TASK BRIEF: Gather, from the data below, each line in which the word "graph" occurs.

════

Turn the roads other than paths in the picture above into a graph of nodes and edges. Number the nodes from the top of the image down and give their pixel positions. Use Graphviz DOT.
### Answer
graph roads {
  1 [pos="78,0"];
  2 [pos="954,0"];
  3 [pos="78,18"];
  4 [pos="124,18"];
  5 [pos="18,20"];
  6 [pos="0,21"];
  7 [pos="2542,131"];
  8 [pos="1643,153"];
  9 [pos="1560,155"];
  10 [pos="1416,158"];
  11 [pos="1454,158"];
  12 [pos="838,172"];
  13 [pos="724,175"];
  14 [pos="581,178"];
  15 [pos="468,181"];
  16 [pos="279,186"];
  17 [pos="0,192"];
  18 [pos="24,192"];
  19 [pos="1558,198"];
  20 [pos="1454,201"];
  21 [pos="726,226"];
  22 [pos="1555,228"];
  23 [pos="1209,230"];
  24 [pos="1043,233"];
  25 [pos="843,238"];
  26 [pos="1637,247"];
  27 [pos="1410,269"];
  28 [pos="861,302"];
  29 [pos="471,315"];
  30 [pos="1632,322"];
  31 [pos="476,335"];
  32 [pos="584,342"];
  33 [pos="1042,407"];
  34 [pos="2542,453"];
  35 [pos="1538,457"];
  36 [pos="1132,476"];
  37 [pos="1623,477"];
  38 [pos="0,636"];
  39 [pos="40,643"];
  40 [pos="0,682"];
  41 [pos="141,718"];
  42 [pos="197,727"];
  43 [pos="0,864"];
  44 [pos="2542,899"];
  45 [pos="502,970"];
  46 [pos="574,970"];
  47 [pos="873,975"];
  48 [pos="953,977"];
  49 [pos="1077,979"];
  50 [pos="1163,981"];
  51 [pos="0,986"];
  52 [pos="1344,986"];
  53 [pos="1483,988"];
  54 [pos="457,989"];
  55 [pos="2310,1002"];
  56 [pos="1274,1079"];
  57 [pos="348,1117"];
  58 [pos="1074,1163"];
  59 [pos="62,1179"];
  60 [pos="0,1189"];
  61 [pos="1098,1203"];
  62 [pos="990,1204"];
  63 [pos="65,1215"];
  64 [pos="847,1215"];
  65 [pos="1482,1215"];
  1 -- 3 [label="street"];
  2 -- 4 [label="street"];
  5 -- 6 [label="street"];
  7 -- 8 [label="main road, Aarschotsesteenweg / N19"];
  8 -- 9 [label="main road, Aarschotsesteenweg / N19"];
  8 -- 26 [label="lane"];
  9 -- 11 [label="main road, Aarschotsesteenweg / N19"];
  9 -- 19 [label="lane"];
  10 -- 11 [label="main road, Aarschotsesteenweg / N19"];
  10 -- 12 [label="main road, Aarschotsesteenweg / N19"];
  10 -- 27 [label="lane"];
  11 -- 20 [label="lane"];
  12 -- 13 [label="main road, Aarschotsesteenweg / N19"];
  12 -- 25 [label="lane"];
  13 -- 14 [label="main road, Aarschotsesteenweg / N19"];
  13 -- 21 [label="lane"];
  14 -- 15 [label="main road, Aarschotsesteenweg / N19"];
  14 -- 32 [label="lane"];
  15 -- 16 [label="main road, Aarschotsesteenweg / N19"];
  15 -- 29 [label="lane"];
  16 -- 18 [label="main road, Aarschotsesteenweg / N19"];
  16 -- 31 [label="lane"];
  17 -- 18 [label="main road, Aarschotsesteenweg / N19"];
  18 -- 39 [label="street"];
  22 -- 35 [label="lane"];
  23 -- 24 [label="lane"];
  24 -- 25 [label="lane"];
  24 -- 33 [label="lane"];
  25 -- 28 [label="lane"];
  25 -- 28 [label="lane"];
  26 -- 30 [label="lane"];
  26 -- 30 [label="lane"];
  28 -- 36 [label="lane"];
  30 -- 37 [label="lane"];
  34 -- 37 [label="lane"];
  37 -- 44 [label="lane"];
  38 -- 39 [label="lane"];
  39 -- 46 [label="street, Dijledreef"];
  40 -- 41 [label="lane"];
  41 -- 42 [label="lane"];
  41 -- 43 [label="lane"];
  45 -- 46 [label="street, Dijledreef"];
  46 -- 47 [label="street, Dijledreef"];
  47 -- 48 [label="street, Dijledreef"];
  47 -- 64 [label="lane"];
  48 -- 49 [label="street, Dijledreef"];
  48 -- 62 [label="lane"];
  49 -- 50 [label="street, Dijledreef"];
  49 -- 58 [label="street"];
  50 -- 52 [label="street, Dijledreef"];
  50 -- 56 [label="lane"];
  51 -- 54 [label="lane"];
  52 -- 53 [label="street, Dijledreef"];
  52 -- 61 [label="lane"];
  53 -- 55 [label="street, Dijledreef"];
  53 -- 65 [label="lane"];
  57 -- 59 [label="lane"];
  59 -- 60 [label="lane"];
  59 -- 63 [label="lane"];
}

════

ANSWER TO THIS TASK:
Turn the roads other than paths in the picture above into a graph of nodes and edges. Number the nodes from the top of the image down and give their pixel positions. Use Graphviz DOT.
graph roads {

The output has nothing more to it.